On the Radio Kerry commentary, Tim Moynihan was aware of the huge challenge. “Fog horns [blaring], into the wind,” he said, before the follow up words told its own story. “Hup ya boy ya,” roared Moynihan into his microphone, his own words accompanied by delirious roars of acclaim from the Kerry supporters packed into the stadium for a first win over the Dubs in the championship in 13 years.

O’Shea kept his composure and produced the sublime kick, with one more thing other than the wind in his face and the noise from Hill 16 ... Dublin goalkeeper Comerford also took to swaying a goalpost in an effort to narrow the target for the Kerry attacker!

His manager Jack O’Connor – like his Dublin counterpart Dessie Farrell – was anticipating the match would be moving into extra-time until the ball sailed majestically through the uprights.

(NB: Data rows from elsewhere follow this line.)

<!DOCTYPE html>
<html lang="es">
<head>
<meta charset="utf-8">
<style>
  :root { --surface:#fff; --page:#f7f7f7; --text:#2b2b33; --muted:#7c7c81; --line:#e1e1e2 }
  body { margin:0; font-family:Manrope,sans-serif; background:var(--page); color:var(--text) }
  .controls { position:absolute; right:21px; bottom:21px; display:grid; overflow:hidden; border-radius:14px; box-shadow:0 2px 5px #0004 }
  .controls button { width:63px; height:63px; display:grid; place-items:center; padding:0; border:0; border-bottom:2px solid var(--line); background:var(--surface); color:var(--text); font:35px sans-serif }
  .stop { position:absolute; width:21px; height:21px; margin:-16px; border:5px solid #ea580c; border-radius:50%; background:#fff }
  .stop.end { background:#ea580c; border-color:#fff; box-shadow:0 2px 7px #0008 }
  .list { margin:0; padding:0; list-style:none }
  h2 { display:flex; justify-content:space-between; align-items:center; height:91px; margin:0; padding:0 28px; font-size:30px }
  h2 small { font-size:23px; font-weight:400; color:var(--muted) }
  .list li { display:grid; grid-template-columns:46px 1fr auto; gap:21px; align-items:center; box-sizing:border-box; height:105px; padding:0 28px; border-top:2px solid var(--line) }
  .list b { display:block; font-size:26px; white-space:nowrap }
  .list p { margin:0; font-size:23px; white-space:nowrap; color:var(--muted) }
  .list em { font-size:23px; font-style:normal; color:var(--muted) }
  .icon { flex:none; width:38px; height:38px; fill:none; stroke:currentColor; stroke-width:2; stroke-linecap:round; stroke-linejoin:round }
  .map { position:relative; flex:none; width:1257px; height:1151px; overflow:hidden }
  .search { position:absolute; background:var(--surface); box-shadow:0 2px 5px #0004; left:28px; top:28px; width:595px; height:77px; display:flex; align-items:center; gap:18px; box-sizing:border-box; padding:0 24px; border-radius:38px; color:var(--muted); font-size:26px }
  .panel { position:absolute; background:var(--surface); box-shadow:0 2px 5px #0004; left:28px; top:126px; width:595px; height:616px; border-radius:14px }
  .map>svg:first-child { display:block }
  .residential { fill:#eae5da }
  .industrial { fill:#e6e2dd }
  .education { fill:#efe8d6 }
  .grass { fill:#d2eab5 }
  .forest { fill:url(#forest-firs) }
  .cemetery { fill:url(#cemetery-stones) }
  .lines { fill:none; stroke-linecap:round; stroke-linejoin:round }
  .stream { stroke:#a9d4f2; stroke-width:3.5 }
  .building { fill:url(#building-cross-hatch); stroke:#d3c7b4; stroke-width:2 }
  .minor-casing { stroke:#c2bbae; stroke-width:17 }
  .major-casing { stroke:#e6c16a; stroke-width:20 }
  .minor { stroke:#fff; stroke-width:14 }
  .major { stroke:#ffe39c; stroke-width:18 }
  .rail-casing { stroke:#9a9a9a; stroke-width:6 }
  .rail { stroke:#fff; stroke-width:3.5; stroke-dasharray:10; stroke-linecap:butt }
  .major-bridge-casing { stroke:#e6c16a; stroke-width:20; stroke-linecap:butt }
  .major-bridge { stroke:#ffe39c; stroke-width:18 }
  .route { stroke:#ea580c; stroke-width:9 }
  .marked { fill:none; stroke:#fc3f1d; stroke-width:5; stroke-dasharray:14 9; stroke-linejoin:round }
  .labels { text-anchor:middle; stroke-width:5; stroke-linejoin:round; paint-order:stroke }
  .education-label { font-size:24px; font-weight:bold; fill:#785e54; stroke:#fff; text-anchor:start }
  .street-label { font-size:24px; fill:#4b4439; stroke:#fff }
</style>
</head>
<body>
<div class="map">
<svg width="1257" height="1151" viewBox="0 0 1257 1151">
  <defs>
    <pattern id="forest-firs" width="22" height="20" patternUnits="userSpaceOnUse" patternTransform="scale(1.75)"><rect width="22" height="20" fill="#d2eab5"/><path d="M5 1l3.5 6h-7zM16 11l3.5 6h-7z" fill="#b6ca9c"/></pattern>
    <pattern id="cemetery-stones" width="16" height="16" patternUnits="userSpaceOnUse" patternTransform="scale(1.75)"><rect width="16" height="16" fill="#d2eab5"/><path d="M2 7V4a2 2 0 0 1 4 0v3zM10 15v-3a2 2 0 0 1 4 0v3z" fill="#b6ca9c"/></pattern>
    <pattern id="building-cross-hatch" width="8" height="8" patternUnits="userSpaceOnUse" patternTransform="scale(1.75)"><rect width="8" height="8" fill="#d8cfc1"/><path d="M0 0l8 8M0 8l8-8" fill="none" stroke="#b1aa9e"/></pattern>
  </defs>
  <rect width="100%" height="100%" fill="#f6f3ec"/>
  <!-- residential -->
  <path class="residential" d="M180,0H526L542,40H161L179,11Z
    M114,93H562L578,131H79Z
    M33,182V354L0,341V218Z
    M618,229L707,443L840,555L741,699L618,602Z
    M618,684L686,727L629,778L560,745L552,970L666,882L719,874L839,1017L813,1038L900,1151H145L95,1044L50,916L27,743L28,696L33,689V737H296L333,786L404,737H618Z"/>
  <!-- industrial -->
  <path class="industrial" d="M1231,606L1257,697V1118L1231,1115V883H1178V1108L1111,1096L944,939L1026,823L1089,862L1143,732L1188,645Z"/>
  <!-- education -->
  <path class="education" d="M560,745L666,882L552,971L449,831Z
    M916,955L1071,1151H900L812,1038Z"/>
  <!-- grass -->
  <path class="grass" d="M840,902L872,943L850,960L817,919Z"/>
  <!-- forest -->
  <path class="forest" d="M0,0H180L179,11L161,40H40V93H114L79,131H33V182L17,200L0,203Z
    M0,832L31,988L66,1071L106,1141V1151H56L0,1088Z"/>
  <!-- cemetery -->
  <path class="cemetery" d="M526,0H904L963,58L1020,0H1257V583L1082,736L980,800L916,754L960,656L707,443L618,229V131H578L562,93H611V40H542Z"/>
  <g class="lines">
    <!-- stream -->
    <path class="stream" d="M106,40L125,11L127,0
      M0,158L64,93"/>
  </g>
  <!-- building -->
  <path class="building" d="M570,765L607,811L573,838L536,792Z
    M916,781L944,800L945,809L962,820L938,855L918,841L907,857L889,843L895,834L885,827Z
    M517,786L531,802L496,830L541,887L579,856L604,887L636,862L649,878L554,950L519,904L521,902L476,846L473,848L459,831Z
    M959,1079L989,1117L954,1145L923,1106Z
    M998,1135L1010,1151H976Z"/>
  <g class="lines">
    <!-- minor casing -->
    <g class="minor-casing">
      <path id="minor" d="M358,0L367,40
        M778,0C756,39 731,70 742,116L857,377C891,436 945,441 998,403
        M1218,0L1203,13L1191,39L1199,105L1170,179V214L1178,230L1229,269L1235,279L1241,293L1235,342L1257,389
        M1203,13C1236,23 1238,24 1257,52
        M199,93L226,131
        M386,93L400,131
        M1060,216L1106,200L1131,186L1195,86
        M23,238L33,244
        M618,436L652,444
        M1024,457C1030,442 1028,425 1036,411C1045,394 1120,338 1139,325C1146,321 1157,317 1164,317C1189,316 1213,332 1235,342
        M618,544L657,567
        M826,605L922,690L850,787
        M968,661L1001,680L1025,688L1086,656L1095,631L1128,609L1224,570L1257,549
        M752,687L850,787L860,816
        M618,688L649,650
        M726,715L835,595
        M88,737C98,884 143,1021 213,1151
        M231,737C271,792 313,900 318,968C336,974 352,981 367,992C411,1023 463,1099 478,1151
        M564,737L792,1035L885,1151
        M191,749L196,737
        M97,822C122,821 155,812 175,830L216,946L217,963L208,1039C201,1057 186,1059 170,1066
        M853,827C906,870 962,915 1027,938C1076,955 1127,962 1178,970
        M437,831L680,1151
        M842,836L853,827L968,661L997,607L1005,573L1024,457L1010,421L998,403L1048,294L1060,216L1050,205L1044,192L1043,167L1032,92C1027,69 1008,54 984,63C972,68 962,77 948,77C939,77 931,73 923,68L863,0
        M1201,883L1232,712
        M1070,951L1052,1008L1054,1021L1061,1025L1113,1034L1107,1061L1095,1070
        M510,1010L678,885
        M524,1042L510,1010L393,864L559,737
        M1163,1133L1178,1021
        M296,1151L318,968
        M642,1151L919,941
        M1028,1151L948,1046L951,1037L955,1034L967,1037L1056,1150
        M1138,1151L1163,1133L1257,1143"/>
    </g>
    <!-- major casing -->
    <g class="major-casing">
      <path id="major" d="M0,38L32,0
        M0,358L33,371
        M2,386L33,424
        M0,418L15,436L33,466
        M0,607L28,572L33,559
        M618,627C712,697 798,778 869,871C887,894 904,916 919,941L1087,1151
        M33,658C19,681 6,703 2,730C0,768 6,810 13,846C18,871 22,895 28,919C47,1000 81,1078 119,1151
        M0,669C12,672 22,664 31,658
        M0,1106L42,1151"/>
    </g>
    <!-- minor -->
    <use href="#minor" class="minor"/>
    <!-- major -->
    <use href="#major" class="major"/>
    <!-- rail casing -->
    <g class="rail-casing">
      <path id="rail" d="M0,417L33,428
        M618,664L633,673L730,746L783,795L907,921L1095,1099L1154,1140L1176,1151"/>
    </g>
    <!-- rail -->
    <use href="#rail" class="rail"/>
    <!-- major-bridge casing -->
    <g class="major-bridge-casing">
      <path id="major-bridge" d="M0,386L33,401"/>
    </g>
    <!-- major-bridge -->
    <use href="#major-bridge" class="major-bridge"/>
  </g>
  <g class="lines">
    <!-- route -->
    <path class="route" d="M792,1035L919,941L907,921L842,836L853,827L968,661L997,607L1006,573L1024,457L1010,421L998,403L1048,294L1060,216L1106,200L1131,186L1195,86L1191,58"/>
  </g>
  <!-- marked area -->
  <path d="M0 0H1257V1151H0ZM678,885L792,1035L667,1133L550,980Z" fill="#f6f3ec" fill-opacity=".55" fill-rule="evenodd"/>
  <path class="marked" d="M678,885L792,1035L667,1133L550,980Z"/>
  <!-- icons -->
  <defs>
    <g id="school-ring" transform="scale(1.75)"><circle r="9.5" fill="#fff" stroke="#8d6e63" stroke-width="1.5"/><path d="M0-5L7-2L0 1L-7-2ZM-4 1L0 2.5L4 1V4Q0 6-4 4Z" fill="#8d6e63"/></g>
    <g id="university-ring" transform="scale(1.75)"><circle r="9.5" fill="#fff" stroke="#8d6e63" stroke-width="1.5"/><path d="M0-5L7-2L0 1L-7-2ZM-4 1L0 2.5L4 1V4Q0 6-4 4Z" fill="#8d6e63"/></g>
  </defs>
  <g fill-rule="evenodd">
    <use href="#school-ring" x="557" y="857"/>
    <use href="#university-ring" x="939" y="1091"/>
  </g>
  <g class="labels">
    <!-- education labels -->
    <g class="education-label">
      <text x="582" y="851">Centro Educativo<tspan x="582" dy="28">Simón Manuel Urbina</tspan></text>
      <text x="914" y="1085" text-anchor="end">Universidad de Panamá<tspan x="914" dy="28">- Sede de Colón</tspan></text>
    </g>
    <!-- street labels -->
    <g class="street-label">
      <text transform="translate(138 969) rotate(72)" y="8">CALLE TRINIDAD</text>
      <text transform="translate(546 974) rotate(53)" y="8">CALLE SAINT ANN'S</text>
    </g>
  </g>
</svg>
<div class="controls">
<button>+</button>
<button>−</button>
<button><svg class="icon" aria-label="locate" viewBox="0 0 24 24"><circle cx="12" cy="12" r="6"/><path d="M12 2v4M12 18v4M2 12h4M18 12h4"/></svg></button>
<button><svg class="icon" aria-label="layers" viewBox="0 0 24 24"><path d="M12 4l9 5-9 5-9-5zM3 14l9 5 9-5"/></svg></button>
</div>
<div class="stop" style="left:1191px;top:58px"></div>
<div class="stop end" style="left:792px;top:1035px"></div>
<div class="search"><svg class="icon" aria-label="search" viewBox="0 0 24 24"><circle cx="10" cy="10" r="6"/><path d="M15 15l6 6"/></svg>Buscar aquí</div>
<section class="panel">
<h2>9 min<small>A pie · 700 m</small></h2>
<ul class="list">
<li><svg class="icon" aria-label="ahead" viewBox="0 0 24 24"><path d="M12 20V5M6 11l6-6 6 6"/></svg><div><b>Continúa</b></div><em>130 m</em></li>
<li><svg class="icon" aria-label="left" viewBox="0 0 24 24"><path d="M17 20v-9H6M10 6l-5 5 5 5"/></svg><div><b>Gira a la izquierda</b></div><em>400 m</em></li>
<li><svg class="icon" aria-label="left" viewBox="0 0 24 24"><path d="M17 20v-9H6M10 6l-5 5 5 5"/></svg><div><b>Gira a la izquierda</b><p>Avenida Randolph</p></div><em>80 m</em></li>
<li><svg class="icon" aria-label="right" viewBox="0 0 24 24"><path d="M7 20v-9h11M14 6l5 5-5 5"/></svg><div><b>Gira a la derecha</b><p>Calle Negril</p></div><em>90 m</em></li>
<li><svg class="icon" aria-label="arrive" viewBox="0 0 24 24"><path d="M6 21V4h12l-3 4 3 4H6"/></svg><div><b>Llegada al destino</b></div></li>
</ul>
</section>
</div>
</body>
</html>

“I didn’t think it was kickable, straight up. I didn’t think a man could get the distance because Seánie had emptied the tank. He had given a ferocious performance up to then. To have the resilience and the strength and more importantly the technique to kick that with the instep and just glide it in from the right-hand post into the breeze and into the Hill ... [it’s] one of the best pressure kicks we’ve seen [in Croke Park] and we’ve seen a lot of kicks,” said O’Connor.